### [Problem to solve]
Write out each record exactly as it stands. No pictures belong in the copy.

[Opening Extracted entries section]

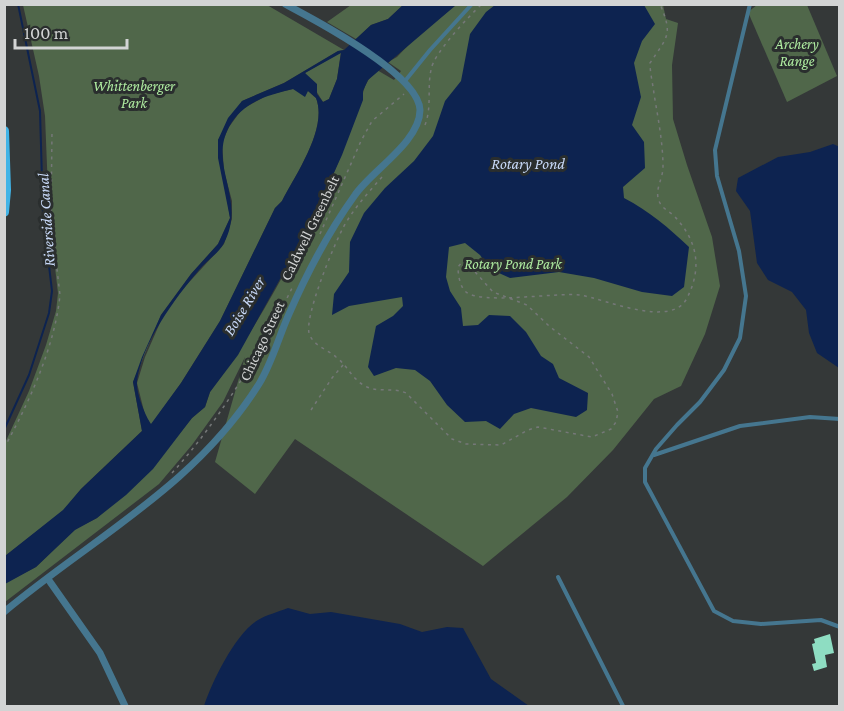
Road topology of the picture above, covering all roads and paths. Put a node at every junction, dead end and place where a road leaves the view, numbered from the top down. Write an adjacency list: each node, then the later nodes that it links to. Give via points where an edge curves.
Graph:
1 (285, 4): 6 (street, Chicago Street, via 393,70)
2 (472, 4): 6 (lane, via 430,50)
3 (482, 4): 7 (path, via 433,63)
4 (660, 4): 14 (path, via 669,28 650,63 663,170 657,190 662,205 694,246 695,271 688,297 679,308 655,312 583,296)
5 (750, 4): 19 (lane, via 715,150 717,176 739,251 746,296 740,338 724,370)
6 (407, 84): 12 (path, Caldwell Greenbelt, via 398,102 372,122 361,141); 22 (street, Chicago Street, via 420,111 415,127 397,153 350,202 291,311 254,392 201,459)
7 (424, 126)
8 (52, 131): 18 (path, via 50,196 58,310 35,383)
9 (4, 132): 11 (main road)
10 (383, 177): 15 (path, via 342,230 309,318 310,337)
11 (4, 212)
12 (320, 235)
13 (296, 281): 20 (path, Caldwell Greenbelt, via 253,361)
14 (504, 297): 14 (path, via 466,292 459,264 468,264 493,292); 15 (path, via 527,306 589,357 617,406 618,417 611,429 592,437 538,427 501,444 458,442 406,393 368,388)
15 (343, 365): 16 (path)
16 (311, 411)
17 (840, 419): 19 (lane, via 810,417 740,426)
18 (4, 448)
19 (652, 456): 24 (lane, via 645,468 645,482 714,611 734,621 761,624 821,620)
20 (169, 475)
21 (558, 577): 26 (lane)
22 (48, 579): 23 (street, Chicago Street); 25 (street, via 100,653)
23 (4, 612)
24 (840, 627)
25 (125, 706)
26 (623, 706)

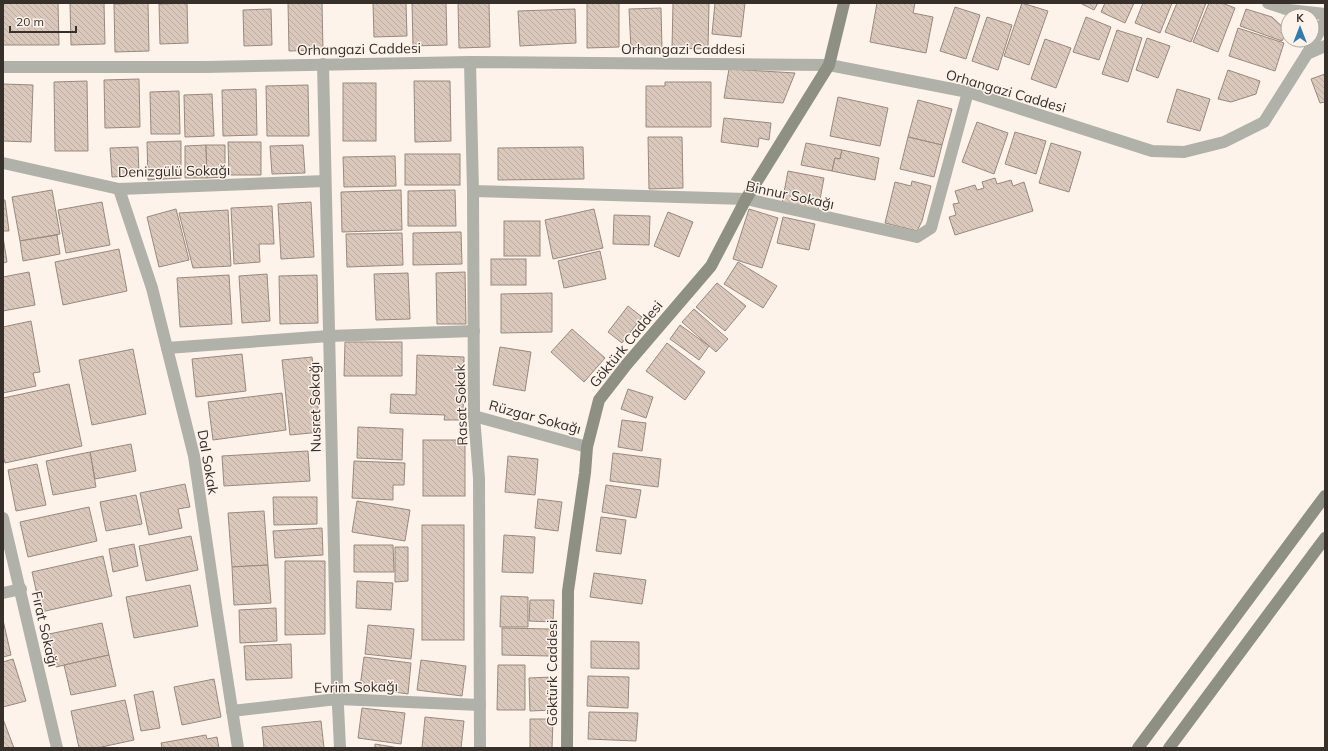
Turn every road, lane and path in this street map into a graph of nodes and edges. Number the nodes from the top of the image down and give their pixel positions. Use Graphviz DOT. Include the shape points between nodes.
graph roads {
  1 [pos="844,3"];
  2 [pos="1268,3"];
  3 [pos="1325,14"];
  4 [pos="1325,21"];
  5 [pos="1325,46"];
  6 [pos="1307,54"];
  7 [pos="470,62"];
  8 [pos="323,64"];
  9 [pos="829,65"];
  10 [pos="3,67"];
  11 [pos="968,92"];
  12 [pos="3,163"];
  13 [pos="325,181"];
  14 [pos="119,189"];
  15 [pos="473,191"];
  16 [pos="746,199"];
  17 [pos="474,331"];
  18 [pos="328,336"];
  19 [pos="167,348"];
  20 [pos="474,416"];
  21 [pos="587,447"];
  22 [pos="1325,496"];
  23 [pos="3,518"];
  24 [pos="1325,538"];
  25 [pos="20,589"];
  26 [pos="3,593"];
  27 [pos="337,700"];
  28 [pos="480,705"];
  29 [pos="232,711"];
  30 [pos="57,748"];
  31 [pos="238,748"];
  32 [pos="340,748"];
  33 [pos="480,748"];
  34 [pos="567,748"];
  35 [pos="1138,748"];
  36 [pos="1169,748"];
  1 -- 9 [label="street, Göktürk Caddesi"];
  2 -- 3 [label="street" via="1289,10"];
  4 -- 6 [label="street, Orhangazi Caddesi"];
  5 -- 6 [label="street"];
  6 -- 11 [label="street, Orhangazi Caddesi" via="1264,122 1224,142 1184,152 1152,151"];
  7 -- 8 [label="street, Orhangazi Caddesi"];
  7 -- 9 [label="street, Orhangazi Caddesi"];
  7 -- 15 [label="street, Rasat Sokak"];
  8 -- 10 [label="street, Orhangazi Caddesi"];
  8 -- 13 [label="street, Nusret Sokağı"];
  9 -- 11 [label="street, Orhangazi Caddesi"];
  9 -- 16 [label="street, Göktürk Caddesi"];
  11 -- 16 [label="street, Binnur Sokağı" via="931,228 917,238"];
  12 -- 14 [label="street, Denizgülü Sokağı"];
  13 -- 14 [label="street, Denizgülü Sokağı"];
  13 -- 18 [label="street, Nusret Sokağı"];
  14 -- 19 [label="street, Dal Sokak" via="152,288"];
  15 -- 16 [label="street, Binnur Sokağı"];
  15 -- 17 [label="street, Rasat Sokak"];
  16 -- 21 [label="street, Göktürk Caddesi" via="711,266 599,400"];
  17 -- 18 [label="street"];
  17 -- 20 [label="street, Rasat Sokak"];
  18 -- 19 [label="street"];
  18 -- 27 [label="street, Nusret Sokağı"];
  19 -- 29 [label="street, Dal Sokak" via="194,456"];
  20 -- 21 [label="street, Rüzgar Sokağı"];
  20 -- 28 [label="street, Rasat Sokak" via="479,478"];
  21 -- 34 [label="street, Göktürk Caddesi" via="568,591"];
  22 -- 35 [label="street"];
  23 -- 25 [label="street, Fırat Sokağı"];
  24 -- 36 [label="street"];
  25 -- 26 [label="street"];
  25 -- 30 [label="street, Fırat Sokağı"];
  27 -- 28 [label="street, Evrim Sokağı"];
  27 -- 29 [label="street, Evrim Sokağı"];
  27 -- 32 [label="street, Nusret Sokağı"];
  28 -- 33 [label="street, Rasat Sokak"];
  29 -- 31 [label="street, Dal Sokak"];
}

[Closing Extracted entries section]

### [Solution]
Road topology of the picture above, covering all roads and paths. Put a node at every junction, dead end and place where a road leaves the view, numbered from the top down. Write an adjacency list: each node, then the later nodes that it links to. Give via points where an edge curves.
Graph:
1 (285, 4): 6 (street, Chicago Street, via 393,70)
2 (472, 4): 6 (lane, via 430,50)
3 (482, 4): 7 (path, via 433,63)
4 (660, 4): 14 (path, via 669,28 650,63 663,170 657,190 662,205 694,246 695,271 688,297 679,308 655,312 583,296)
5 (750, 4): 19 (lane, via 715,150 717,176 739,251 746,296 740,338 724,370)
6 (407, 84): 12 (path, Caldwell Greenbelt, via 398,102 372,122 361,141); 22 (street, Chicago Street, via 420,111 415,127 397,153 350,202 291,311 254,392 201,459)
7 (424, 126)
8 (52, 131): 18 (path, via 50,196 58,310 35,383)
9 (4, 132): 11 (main road)
10 (383, 177): 15 (path, via 342,230 309,318 310,337)
11 (4, 212)
12 (320, 235)
13 (296, 281): 20 (path, Caldwell Greenbelt, via 253,361)
14 (504, 297): 14 (path, via 466,292 459,264 468,264 493,292); 15 (path, via 527,306 589,357 617,406 618,417 611,429 592,437 538,427 501,444 458,442 406,393 368,388)
15 (343, 365): 16 (path)
16 (311, 411)
17 (840, 419): 19 (lane, via 810,417 740,426)
18 (4, 448)
19 (652, 456): 24 (lane, via 645,468 645,482 714,611 734,621 761,624 821,620)
20 (169, 475)
21 (558, 577): 26 (lane)
22 (48, 579): 23 (street, Chicago Street); 25 (street, via 100,653)
23 (4, 612)
24 (840, 627)
25 (125, 706)
26 (623, 706)

Turn every road, lane and path in this street map into a graph of nodes and edges. Number the nodes from the top of the image down and give their pixel positions. Use Graphviz DOT. Include the shape points between nodes.
graph roads {
  1 [pos="844,3"];
  2 [pos="1268,3"];
  3 [pos="1325,14"];
  4 [pos="1325,21"];
  5 [pos="1325,46"];
  6 [pos="1307,54"];
  7 [pos="470,62"];
  8 [pos="323,64"];
  9 [pos="829,65"];
  10 [pos="3,67"];
  11 [pos="968,92"];
  12 [pos="3,163"];
  13 [pos="325,181"];
  14 [pos="119,189"];
  15 [pos="473,191"];
  16 [pos="746,199"];
  17 [pos="474,331"];
  18 [pos="328,336"];
  19 [pos="167,348"];
  20 [pos="474,416"];
  21 [pos="587,447"];
  22 [pos="1325,496"];
  23 [pos="3,518"];
  24 [pos="1325,538"];
  25 [pos="20,589"];
  26 [pos="3,593"];
  27 [pos="337,700"];
  28 [pos="480,705"];
  29 [pos="232,711"];
  30 [pos="57,748"];
  31 [pos="238,748"];
  32 [pos="340,748"];
  33 [pos="480,748"];
  34 [pos="567,748"];
  35 [pos="1138,748"];
  36 [pos="1169,748"];
  1 -- 9 [label="street, Göktürk Caddesi"];
  2 -- 3 [label="street" via="1289,10"];
  4 -- 6 [label="street, Orhangazi Caddesi"];
  5 -- 6 [label="street"];
  6 -- 11 [label="street, Orhangazi Caddesi" via="1264,122 1224,142 1184,152 1152,151"];
  7 -- 8 [label="street, Orhangazi Caddesi"];
  7 -- 9 [label="street, Orhangazi Caddesi"];
  7 -- 15 [label="street, Rasat Sokak"];
  8 -- 10 [label="street, Orhangazi Caddesi"];
  8 -- 13 [label="street, Nusret Sokağı"];
  9 -- 11 [label="street, Orhangazi Caddesi"];
  9 -- 16 [label="street, Göktürk Caddesi"];
  11 -- 16 [label="street, Binnur Sokağı" via="931,228 917,238"];
  12 -- 14 [label="street, Denizgülü Sokağı"];
  13 -- 14 [label="street, Denizgülü Sokağı"];
  13 -- 18 [label="street, Nusret Sokağı"];
  14 -- 19 [label="street, Dal Sokak" via="152,288"];
  15 -- 16 [label="street, Binnur Sokağı"];
  15 -- 17 [label="street, Rasat Sokak"];
  16 -- 21 [label="street, Göktürk Caddesi" via="711,266 599,400"];
  17 -- 18 [label="street"];
  17 -- 20 [label="street, Rasat Sokak"];
  18 -- 19 [label="street"];
  18 -- 27 [label="street, Nusret Sokağı"];
  19 -- 29 [label="street, Dal Sokak" via="194,456"];
  20 -- 21 [label="street, Rüzgar Sokağı"];
  20 -- 28 [label="street, Rasat Sokak" via="479,478"];
  21 -- 34 [label="street, Göktürk Caddesi" via="568,591"];
  22 -- 35 [label="street"];
  23 -- 25 [label="street, Fırat Sokağı"];
  24 -- 36 [label="street"];
  25 -- 26 [label="street"];
  25 -- 30 [label="street, Fırat Sokağı"];
  27 -- 28 [label="street, Evrim Sokağı"];
  27 -- 29 [label="street, Evrim Sokağı"];
  27 -- 32 [label="street, Nusret Sokağı"];
  28 -- 33 [label="street, Rasat Sokak"];
  29 -- 31 [label="street, Dal Sokak"];
}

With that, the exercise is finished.